Colorado Hospital Group Partners on Opioid Safety Pilot
In response to high levels of opioid use and abuse in the state, the Colorado Hospital Association launched an opioid safety pilot in a handful of the state’s hospitals and emergency departments.
Colorado has the 12th-highest rate of prescription opioid abuse and misuse in the nation, according to the Colorado Hospital Association.
“We looked at that [rate] and said, ‘What can we do to help in this epidemic? ’How can we specifically focus on opioid abuse and misuse?’” said Diane Rossi MacKay, CHA’s clinical manager of quality improvement and safety.
To get started, in 2016 CHA reached out to the Colorado Chapter of the American College of Emergency Physicians (CO-ACEP), the Colorado Consortium for Prescription Drug Abuse Prevention, the Colorado Emergency Nurses Association, and quality-improvement organization Telligen.
Together, they formed the Colorado Opioid Safety Collaborative, which helped them pool their expertise and come up with a six-month opioid safety pilot program that launched earlier this month.
For the pilot, eight hospitals and three standalone emergency departments—selected to reflect the diversity of facilities in the state—agreed to adhere to new CO-ACEP 2017 Opioid Prescribing and Treatment Guidelines, which MacKay said are unique to Colorado.
“Other guidelines pretty much tell physicians what they cannot do,” MacKay said.
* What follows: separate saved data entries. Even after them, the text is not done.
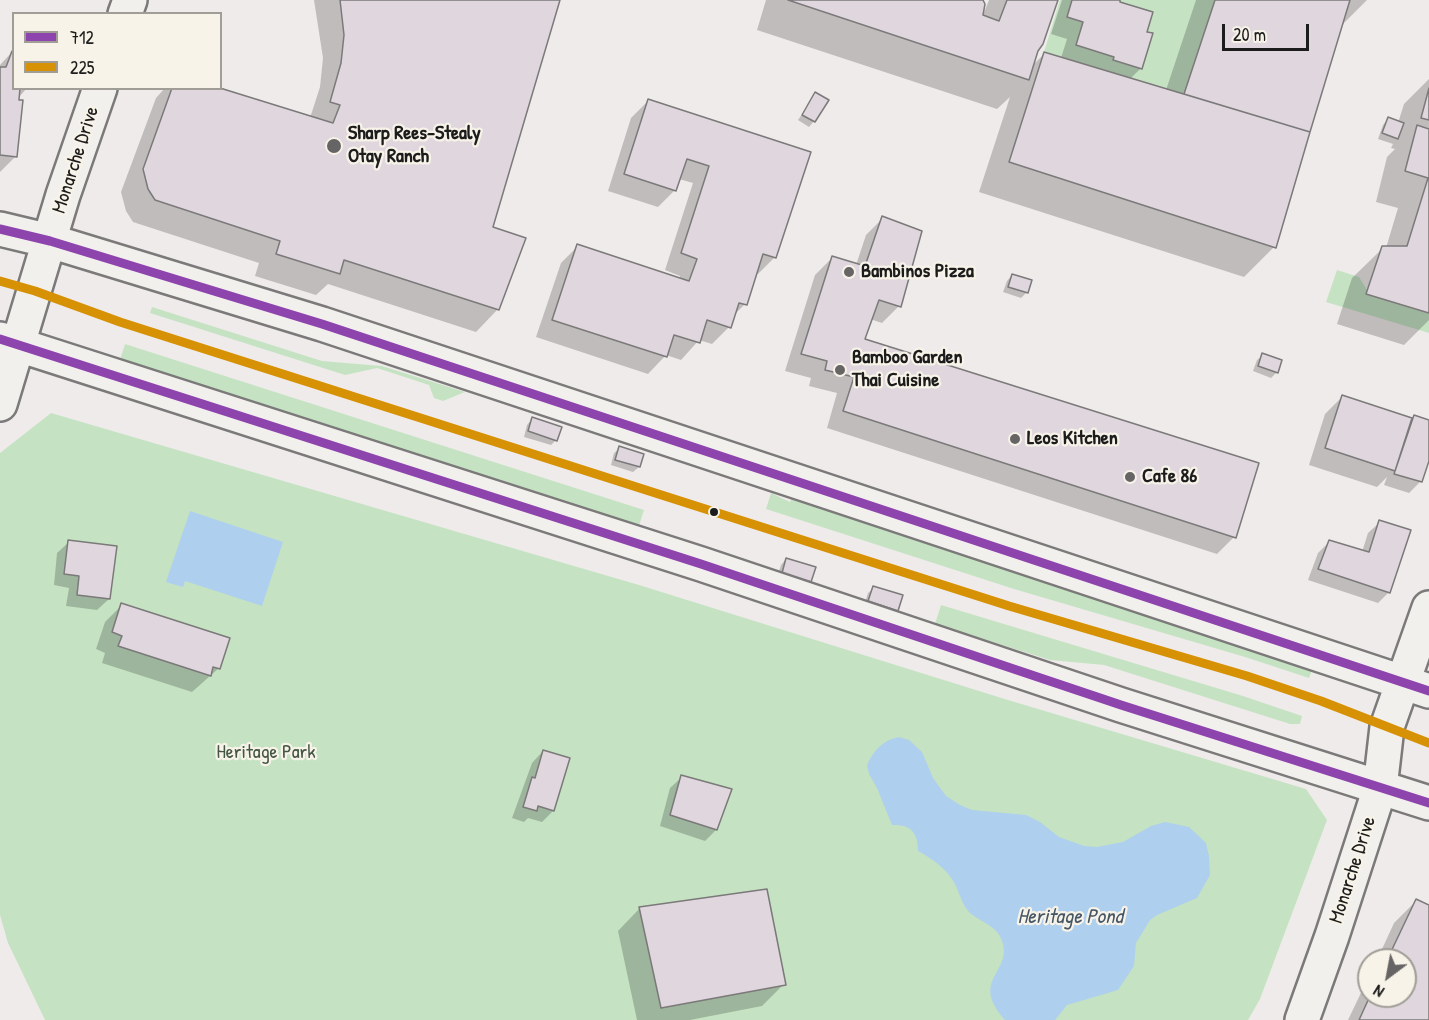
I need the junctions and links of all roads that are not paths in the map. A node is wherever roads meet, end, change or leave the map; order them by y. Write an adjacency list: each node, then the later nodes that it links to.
1 (99, 90): 3 (main road, Monarche Drive)
2 (0, 229): 3 (main road)
3 (50, 242): 4 (main road, Monarche Drive); 7 (main road)
4 (9, 341): 5 (main road, Monarche Drive); 8 (main road)
5 (0, 404)
6 (1429, 608): 7 (main road, Monarche Drive)
7 (1416, 687): 8 (main road, Monarche Drive)
8 (1380, 788): 9 (main road); 10 (main road, Monarche Drive)
9 (1429, 803)
10 (1302, 1020)

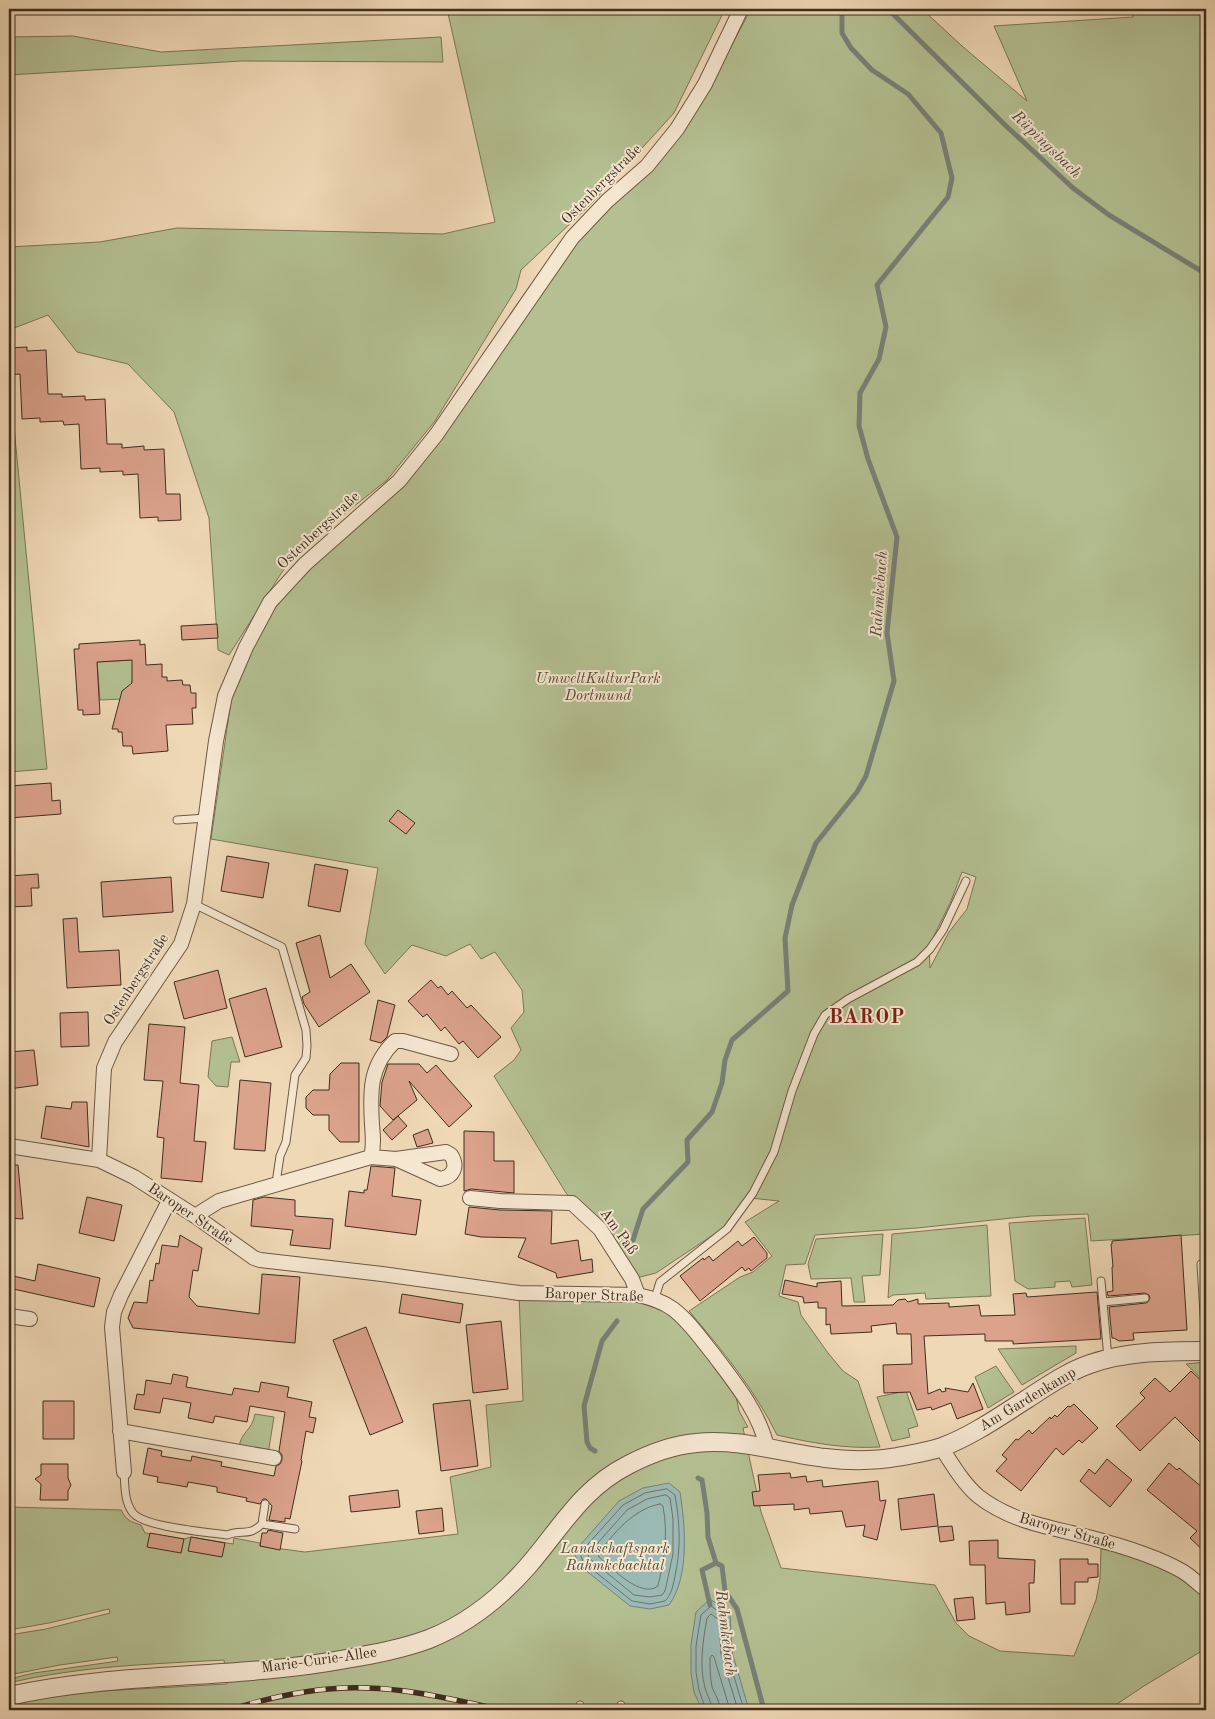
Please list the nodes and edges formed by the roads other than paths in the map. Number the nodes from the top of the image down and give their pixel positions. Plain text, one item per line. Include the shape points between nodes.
1 (741, 9) edge
2 (206, 818) junction
3 (176, 820) dead end
4 (966, 881) dead end
5 (194, 904) junction
6 (451, 1054) dead end
7 (9, 1146) edge
8 (371, 1156) junction
9 (396, 1159) dead end
10 (99, 1160) junction
11 (276, 1183) junction
12 (470, 1198) dead end
13 (169, 1201) junction
14 (195, 1216) junction
15 (1201, 1264) dead end
16 (1102, 1281) dead end
17 (638, 1295) junction
18 (655, 1298) junction
19 (1145, 1298) dead end
20 (1103, 1302) junction
21 (9, 1316) edge
22 (30, 1319) dead end
23 (1206, 1350) edge
24 (1108, 1359) junction
25 (120, 1431) junction
26 (767, 1447) junction
27 (941, 1447) junction
28 (274, 1458) dead end
29 (124, 1472) joint
30 (265, 1504) dead end
31 (262, 1524) junction
32 (295, 1529) dead end
33 (1206, 1590) edge
34 (9, 1696) edge

1 - 2 street, Ostenbergstraße via 705,84 677,129 647,166 572,238 436,435 399,481 305,564 270,602 225,696
2 - 3 lane
2 - 5 street, Ostenbergstraße
4 - 18 lane via 943,930 917,962 825,1015 814,1034 792,1091 774,1152 753,1193 727,1230 660,1282
5 - 10 street, Ostenbergstraße via 181,944 115,1042 104,1068
5 - 11 lane via 282,947 308,1046 306,1058 295,1075 286,1142 280,1156
6 - 8 street via 403,1041 395,1041 387,1049 372,1078 374,1147
7 - 10 street, Baroper Straße
8 - 9 street
8 - 11 street
10 - 13 street, Baroper Straße via 134,1177
11 - 14 street via 219,1201
12 - 17 street, Am Paß via 572,1203 600,1229 632,1279
13 - 14 street, Baroper Straße
13 - 25 street via 114,1312 112,1327
14 - 17 street, Baroper Straße via 260,1260 519,1293
15 - 23 lane
16 - 20 lane
17 - 18 street, Baroper Straße
18 - 26 street, Baroper Straße via 674,1310 694,1330 739,1388 764,1432
19 - 20 lane
20 - 24 lane
21 - 22 street
23 - 24 street, Am Gardenkamp via 1160,1351
24 - 27 street, Am Gardenkamp via 1072,1372 974,1432
25 - 28 street
25 - 29 street
26 - 27 street via 825,1458 866,1460 899,1457
26 - 34 street, Marie-Curie-Allee via 694,1443 660,1451 627,1465 585,1496 530,1565 484,1608 429,1639 381,1653 318,1664 105,1680
27 - 33 street, Baroper Straße via 978,1495 1007,1515 1158,1560 1183,1572
29 - 31 lane via 127,1500 135,1516 142,1520 226,1535 254,1532
30 - 31 lane
31 - 32 lane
For instance, there are some organizations around the country recommending that physicians reduce the number of pills in opioid prescriptions. In its own guidelines, the Colorado Opioid Safety Collaborative has suggested that physicians and clinicians participating in the pilot first use and prescribe alternatives to opioids (ALTOs), which are non-opioid medicines or treatments that are very specific to the pain a patient is experiencing.
For example, someone walking into an ER with a migraine would get a different ALTO than someone experiencing kidney stones, whereas before they both may have received IV opioids and opioid prescriptions to take home with them. With these new recommendations, opioids would be a second-line of defense rather than the knee-jerk reaction they’ve become.
During the pilot, the collaborative will be collecting data, such as patient satisfaction around pain management, the reduction of the use of opioids, and the reduction of opioid prescriptions. With that data, the collaborative hopes to build some best practices around using ALTOs, which can then be shared with hospitals around the state and even the country. In fact, other state hospital associations have already contacted CHA, seeking advice for their own opioid programs.
“Our specific goal is to reduce overall administration of opioids by 15 percent,” MacKay said. “But the bottom line is that we want to really have an impact on the use and abuse of opioids.”